Thermodynamics equilibrium analysis on the chemical vapor deposition of HfC as coatings for ceramic matrix composites with HfClx(x = 2–4)-CyHz(CH4, C2H4 and C3H6)-H2-Ar system
A detailed thermodynamic equilibrium analysis in the chemical vapor deposition of HfC as coatings for ceramic matrix composites with HfClx(x = 2–4)-CyHz(CH4, C2H4 and C3H6)-H2-Ar system has been investigated using the FactSage code. To protect the excellent performance of the composites, we demand a suitable composition and yield of condensed phases. They have been examined as functions of the inject reactant ratios of HfClx/(HfClx + CyHz) and H2/(HfClx + CyHz), temperatures, and pressures.
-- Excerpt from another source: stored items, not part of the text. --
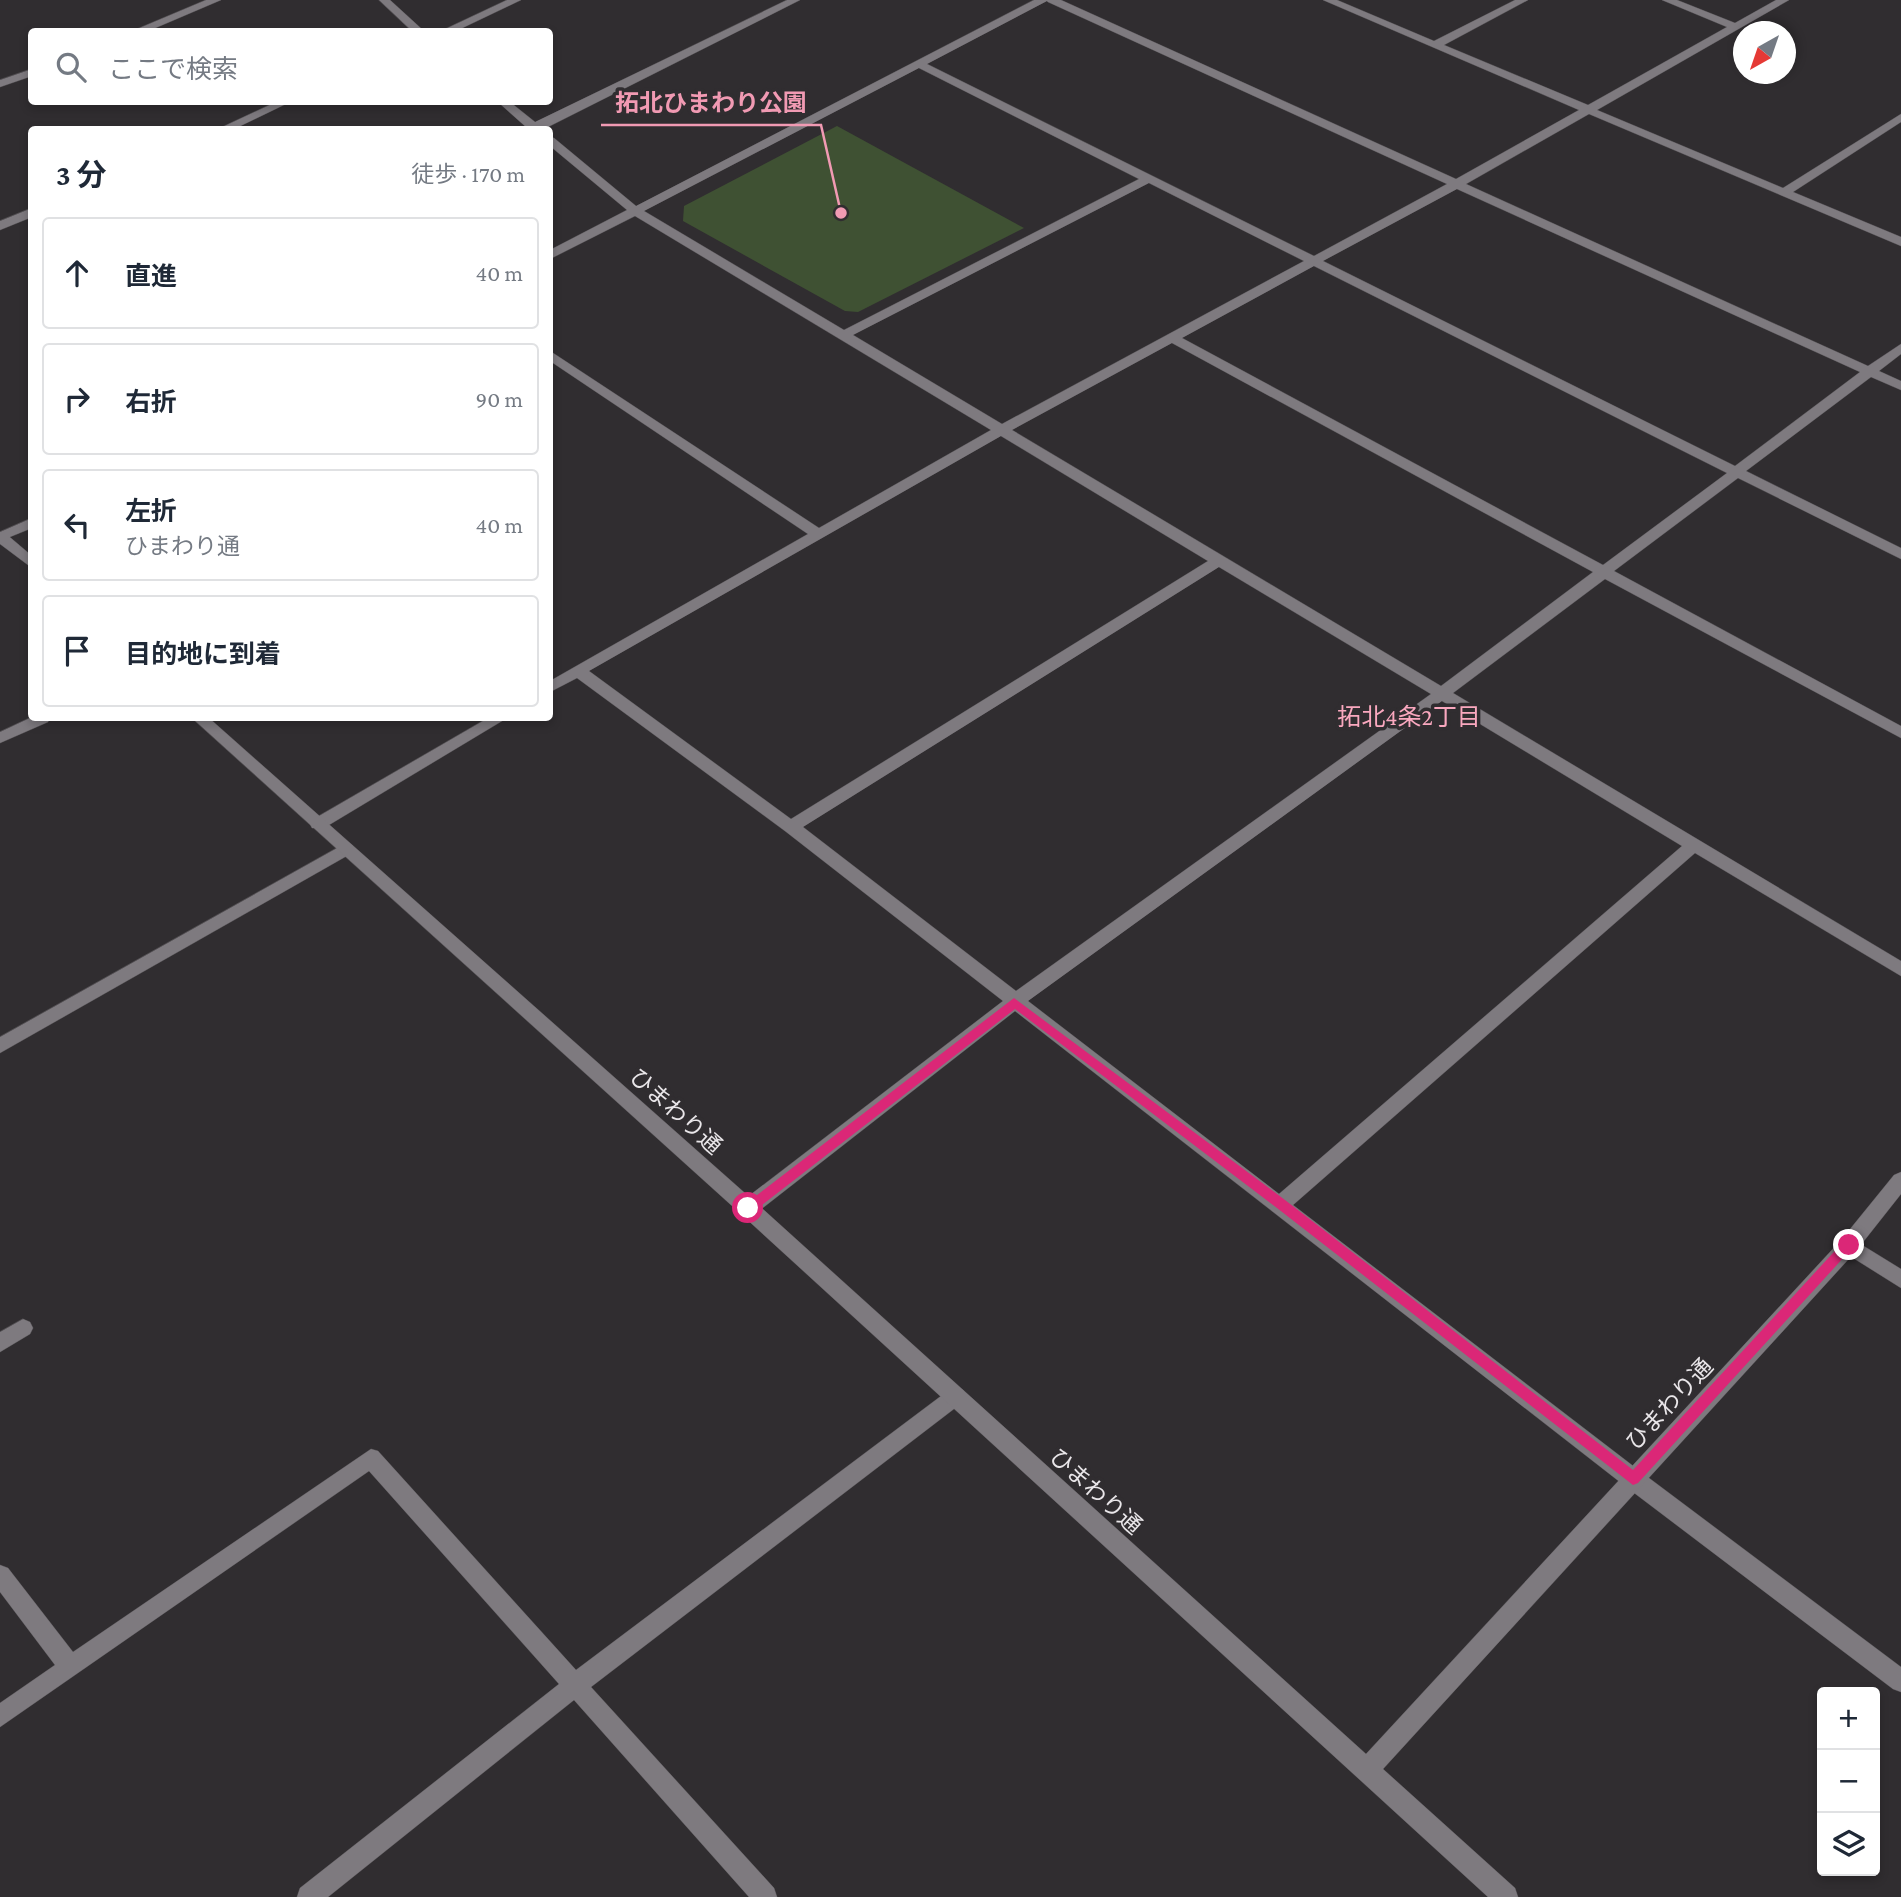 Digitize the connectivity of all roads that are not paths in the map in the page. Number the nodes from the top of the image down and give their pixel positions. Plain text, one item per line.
1 (216, 0) edge
2 (384, 0) edge
3 (516, 0) edge
4 (795, 0) edge
5 (1042, 0) edge
6 (1052, 0) edge
7 (1328, 0) edge
8 (1523, 0) edge
9 (1667, 0) edge
10 (1784, 0) edge
11 (1747, 21) edge
12 (1733, 26) edge
13 (145, 28) edge
14 (416, 28) edge
15 (453, 28) edge
16 (1733, 29) edge
17 (1435, 45) junction
18 (919, 64) junction
19 (28, 74) edge
20 (0, 84) edge
21 (277, 105) edge
22 (507, 105) edge
23 (1589, 109) junction
24 (1901, 117) edge
25 (229, 126) edge
26 (530, 126) edge
27 (539, 126) edge
28 (553, 142) edge
29 (1148, 179) junction
30 (1458, 183) junction
31 (1783, 193) junction
32 (634, 210) junction
33 (28, 214) edge
34 (0, 226) edge
35 (1901, 242) edge
36 (553, 253) edge
37 (1310, 261) junction
38 (842, 336) junction
39 (1172, 338) junction
40 (1901, 348) edge
41 (553, 357) edge
42 (1869, 372) junction
43 (1901, 386) edge
44 (1000, 431) junction
45 (1737, 470) junction
46 (28, 524) edge
47 (818, 534) junction
48 (1, 536) edge
49 (1901, 554) edge
50 (28, 560) edge
51 (1218, 561) junction
52 (1603, 572) junction
53 (578, 671) junction
54 (553, 685) edge
55 (1443, 693) junction
56 (36, 721) edge
57 (203, 721) edge
58 (494, 721) edge
59 (1901, 733) edge
60 (0, 738) edge
61 (318, 824) junction
62 (791, 828) junction
63 (1694, 845) junction
64 (346, 849) junction
65 (1901, 969) edge
66 (1014, 1002) junction
67 (0, 1046) edge
68 (1901, 1180) edge
69 (1281, 1204) junction
70 (748, 1208) junction
71 (1849, 1245) junction
72 (1901, 1280) edge
73 (23, 1328) dead end
74 (0, 1343) edge
75 (956, 1396) junction
76 (1633, 1479) junction
77 (0, 1575) edge
78 (70, 1667) junction
79 (1901, 1681) edge
80 (574, 1685) junction
81 (0, 1716) edge
82 (1367, 1770) junction
83 (309, 1897) edge
84 (765, 1897) edge
85 (1506, 1897) edge

1 - 13 street
2 - 14 street
3 - 15 street
4 - 27 street
5 - 18 street
6 - 30 street
7 - 17 street
8 - 17 street
9 - 12 street
10 - 11 street
16 - 23 street
17 - 23 street
18 - 29 street
18 - 32 street
19 - 20 street
21 - 25 street
22 - 26 street
23 - 30 street
23 - 31 street
24 - 31 street
28 - 32 street
29 - 37 street
29 - 38 street
30 - 37 street
30 - 42 street
31 - 35 street
32 - 36 street
32 - 38 street
33 - 34 street
37 - 39 street
37 - 45 street
38 - 44 street
39 - 44 street
39 - 52 street
40 - 42 street
41 - 47 street
42 - 43 street
42 - 45 street
44 - 47 street
44 - 51 street
45 - 49 street
45 - 52 street
46 - 48 street
47 - 53 street
48 - 50 street
51 - 55 street
51 - 62 street
52 - 55 street
52 - 59 street
53 - 54 street
53 - 62 street
55 - 63 street
55 - 66 street
56 - 60 street
57 - 61 street, ひまわり通
58 - 61 street
61 - 64 street, ひまわり通
62 - 66 street
63 - 65 street
63 - 69 street
64 - 67 street
64 - 70 street, ひまわり通
66 - 69 street
66 - 70 street
68 - 71 street, ひまわり通
69 - 76 street
70 - 75 street, ひまわり通
71 - 72 street
71 - 76 street, ひまわり通
73 - 74 street
75 - 80 street
75 - 82 street, ひまわり通
76 - 79 street
76 - 82 street, ひまわり通
77 - 78 street
78 - 80 street
78 - 81 street
80 - 83 street
80 - 84 street
82 - 85 street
The results show that the HfCl4 species are the optimal Hf-source in the deposition process. The ideal ratio parameters for production of single phase HfC are Log[H2/(HfCl4 + CyHz)] = 2 and Hf/C = 1. And the optimum temperature condition is above 1200 K. A lower pressure of 5 kPa is found to be more favorable for the deposition of a pure HfC phase. The co-deposition of HfC with C or Hf will be easily obtained by only controlling the ratios of HfCl4/(HfCl4 + CyHz) and H2/(HfCl4 + CyHz). The HfCl4-C3H6-H2 precursor system should be the best choice in the experiment due to a higher yield of HfC at the same deposition conditions. The results in this work will be helpful for the further experiment investigation under different deposition conditions and put forward a new idea in exploration of the preparation method of coatings for ceramic matrix composites.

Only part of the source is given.